The need to bulk up oil supplies has grown increasingly acute recently because of the volatility in key shipping routes such as the Strait of Hormuz off Iran and the South China Sea.
The deal, which involves leasing US storage facilities, means the government will not need to spend billions of dollars building expensive new storage facilities in Australia.
The oil stored in America will count towards Australia’s overall supply, allowing the government to meet its IEA requirements.
“This landmark Australia-US arrangement represents our joint commitment to maintaining fuel security and improving Australia’s resilience, as well as strengthening the close bonds between our two great nations,” Mr Taylor said.
“The US is a trusted ally who has been essential for global oil security and we are glad to be building on our strong, longstanding relationship, while ensuring Australia is best prepared to act during a global oil disruption.
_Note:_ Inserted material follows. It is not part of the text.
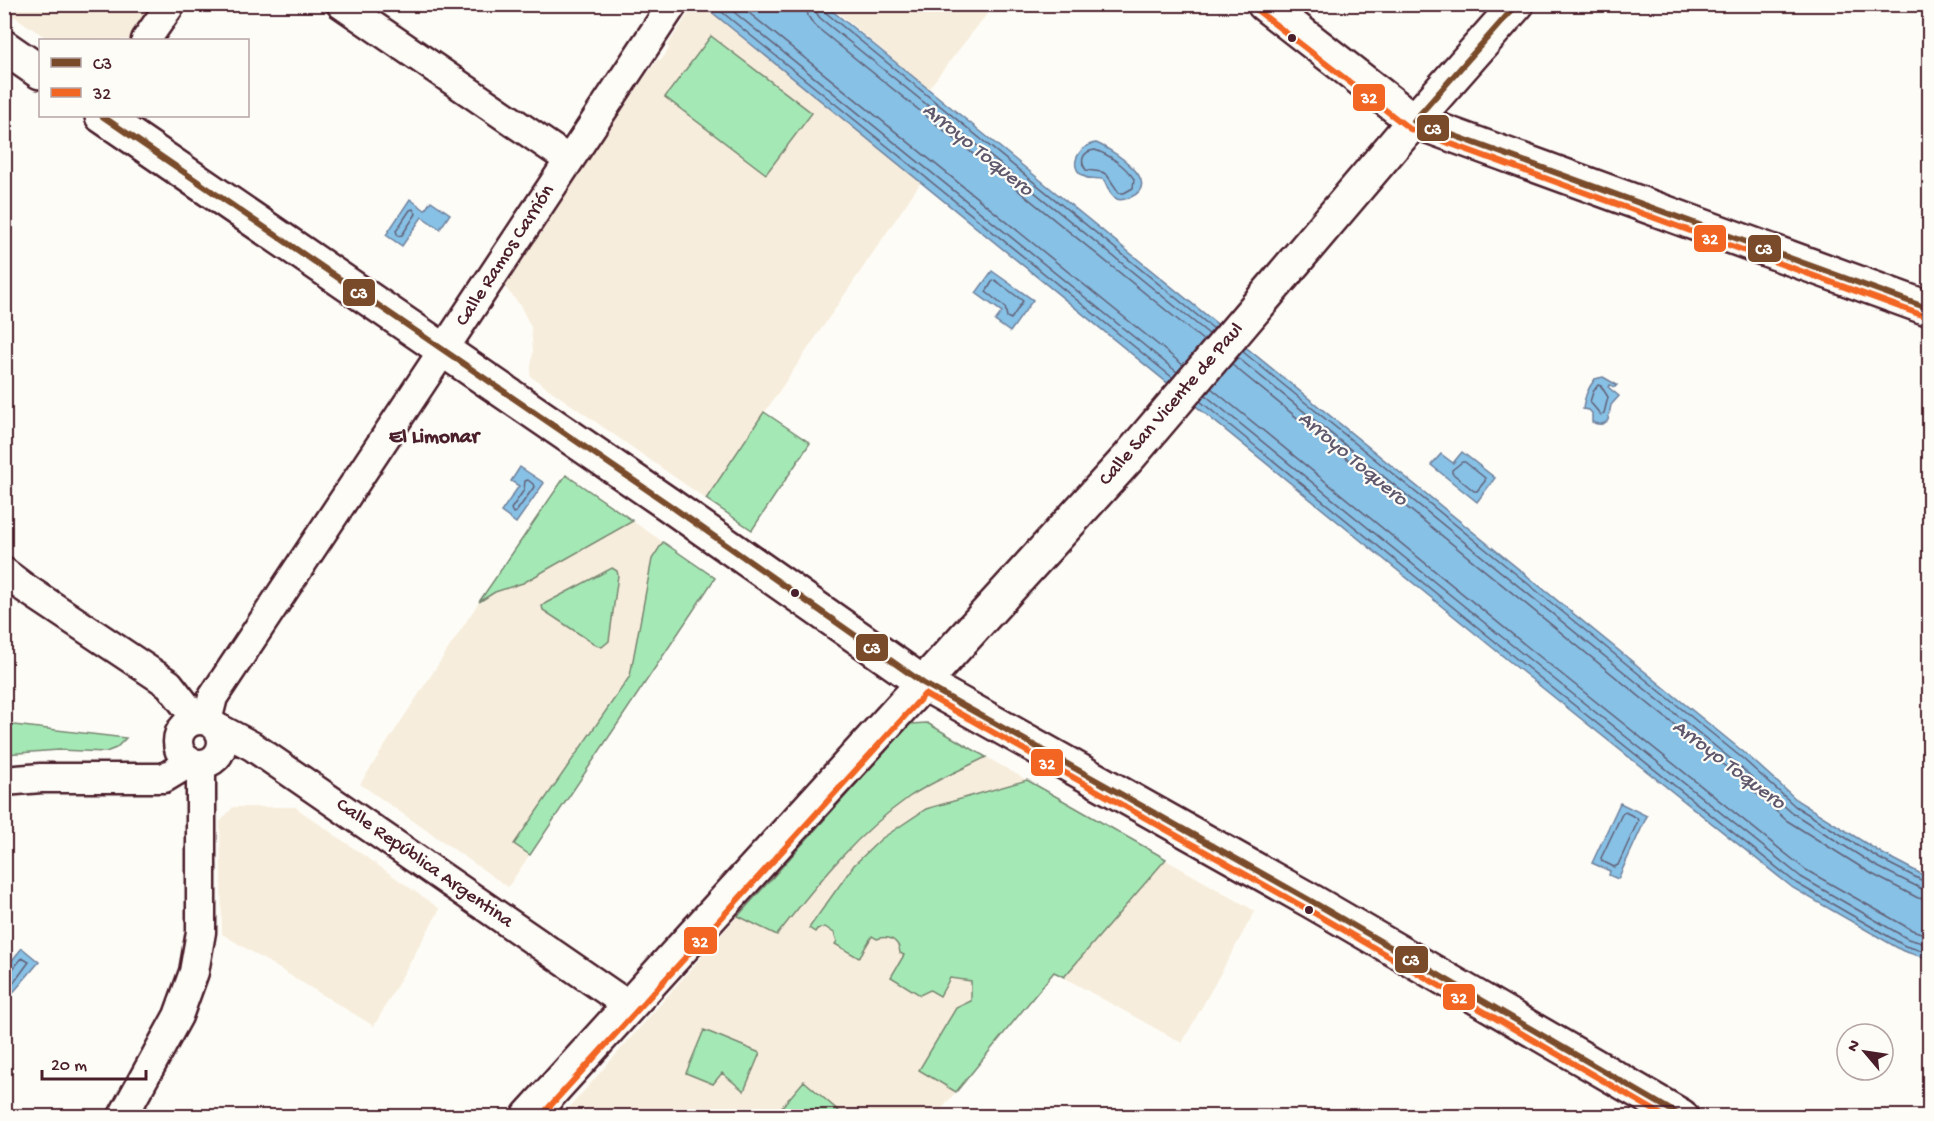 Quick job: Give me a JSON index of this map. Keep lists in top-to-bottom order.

“This arrangement further improves our ability to ensure stocks of critical diesel, petrol and aviation fuel to keep the economy going in the event of disruptions to supply chains.”
Stored underground in massive caverns in Texas and Louisiana, the US Strategic Petroleum Reserve was set up by president Gerald Ford in 1975 to keep the country running in a crisis.
‘This arrangement further improves our ability to ensure stocks of critical diesel, petrol and aviation fuel to keep the economy going in the event of disruptions to supply chains.’
Angus Taylor, energy minister
It holds more than 640 million barrels of crude oil. One cavern is so big it could fit Chicago’s 110-storey Willis Tower in it.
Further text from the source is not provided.